To me a compiler is made up of:

Lexer
Parser (which builds the syntax tree)
Generate Intermediate code (like 3 address code)
Do all these crazy things to optimize if you want :-)
Generate "assembly" or "native code" from the 3 address code.

Now, obviously, the interpreter also has the same lexer and parser as the compiler.
But what does it do after that?

Does it "read" the syntax tree and execute it directly? (kind of like having an instruction pointer pointing to the current node in the tree, and the execution is one big tree traversal plus the memory management for the call stack) (and if so, how does it do it? I'm hoping the execution is better than a huge switch statement that checks what type of node it is)
Does it generate 3 address code and interpret that? (if so, how does it do it? Again, I'm looking for something more elegant than a mile long switch statement)
Does it generate real native code, load it into memory, and make it run? (at which point I'm guessing it's not an interpreter anymore, but more like a JIT compiler)

Also, at which point does the concept of "virtual machine" cut in? What do you use a virtual machine for in a language? (to be clear about my level of ignorance, to me a virtual machine is VMWare, I have no idea how the concept of VM applies to programming languages / executing programs).
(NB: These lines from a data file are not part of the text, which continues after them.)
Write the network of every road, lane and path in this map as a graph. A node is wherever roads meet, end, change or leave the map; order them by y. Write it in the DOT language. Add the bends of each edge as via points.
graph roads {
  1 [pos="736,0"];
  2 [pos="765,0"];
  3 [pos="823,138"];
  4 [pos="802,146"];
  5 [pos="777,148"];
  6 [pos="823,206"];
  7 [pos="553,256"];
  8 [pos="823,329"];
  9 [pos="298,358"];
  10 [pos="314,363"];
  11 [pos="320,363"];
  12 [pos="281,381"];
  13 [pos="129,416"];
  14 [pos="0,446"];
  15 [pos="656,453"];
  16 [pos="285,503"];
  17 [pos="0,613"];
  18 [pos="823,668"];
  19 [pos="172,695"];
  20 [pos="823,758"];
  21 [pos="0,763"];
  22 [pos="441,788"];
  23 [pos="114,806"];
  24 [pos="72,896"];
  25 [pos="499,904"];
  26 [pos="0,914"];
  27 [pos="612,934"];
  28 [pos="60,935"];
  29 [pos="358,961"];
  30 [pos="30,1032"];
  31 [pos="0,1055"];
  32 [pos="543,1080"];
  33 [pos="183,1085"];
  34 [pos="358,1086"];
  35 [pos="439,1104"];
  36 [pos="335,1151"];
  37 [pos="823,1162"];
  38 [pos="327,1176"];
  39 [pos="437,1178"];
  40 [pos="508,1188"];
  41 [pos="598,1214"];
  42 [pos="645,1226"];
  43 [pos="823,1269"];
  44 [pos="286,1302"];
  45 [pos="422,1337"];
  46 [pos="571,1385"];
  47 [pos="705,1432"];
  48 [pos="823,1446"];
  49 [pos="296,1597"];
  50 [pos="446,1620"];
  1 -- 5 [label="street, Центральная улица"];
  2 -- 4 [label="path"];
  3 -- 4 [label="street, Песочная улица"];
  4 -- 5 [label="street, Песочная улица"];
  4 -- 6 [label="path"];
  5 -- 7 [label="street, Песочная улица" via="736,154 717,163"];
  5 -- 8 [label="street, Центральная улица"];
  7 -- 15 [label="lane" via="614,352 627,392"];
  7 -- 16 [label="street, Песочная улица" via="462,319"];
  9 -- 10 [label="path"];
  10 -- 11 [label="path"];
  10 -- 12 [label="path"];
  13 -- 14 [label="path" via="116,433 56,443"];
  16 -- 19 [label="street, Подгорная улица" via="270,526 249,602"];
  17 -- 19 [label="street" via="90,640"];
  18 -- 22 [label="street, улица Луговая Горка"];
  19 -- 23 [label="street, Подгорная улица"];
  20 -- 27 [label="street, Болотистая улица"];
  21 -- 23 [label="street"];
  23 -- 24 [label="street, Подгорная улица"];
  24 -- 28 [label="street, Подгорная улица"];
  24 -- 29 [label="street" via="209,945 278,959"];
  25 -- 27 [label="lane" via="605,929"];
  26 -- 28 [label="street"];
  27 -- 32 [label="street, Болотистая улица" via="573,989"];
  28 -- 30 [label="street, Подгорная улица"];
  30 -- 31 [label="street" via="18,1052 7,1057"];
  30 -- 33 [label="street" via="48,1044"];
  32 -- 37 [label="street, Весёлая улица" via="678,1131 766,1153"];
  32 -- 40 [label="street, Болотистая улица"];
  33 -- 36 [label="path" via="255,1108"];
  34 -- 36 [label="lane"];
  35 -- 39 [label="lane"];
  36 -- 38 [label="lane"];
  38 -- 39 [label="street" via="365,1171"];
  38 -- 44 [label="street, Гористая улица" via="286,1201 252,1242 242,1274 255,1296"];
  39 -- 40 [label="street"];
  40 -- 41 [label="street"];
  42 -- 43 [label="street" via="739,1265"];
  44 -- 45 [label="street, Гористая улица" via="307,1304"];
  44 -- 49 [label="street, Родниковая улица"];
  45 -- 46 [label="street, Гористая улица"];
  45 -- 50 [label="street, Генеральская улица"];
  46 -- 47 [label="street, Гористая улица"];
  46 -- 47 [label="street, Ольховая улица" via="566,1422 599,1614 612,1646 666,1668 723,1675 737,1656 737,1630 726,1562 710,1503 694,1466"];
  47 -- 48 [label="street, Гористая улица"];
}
As you can see, my question is quite broad. I'm mostly looking for not only which method is used but mostly to first understand the big concepts, and then get into how it works in detail. I want the ugly, raw details. Obviously, this is more a quest for references to things to read rather than expecting you to answer all these details in here.

Thanks!
Daniel

EDIT: Thank you for your answers so far. I realized my title was misleading though. I understand the "functional" difference between a compiler and an interpreter.
What i'm looking for is the difference as to how you implement an interpreter, vs a compiler.
I understand now how a compiler is implemented, the question is how an interpreter differs from that.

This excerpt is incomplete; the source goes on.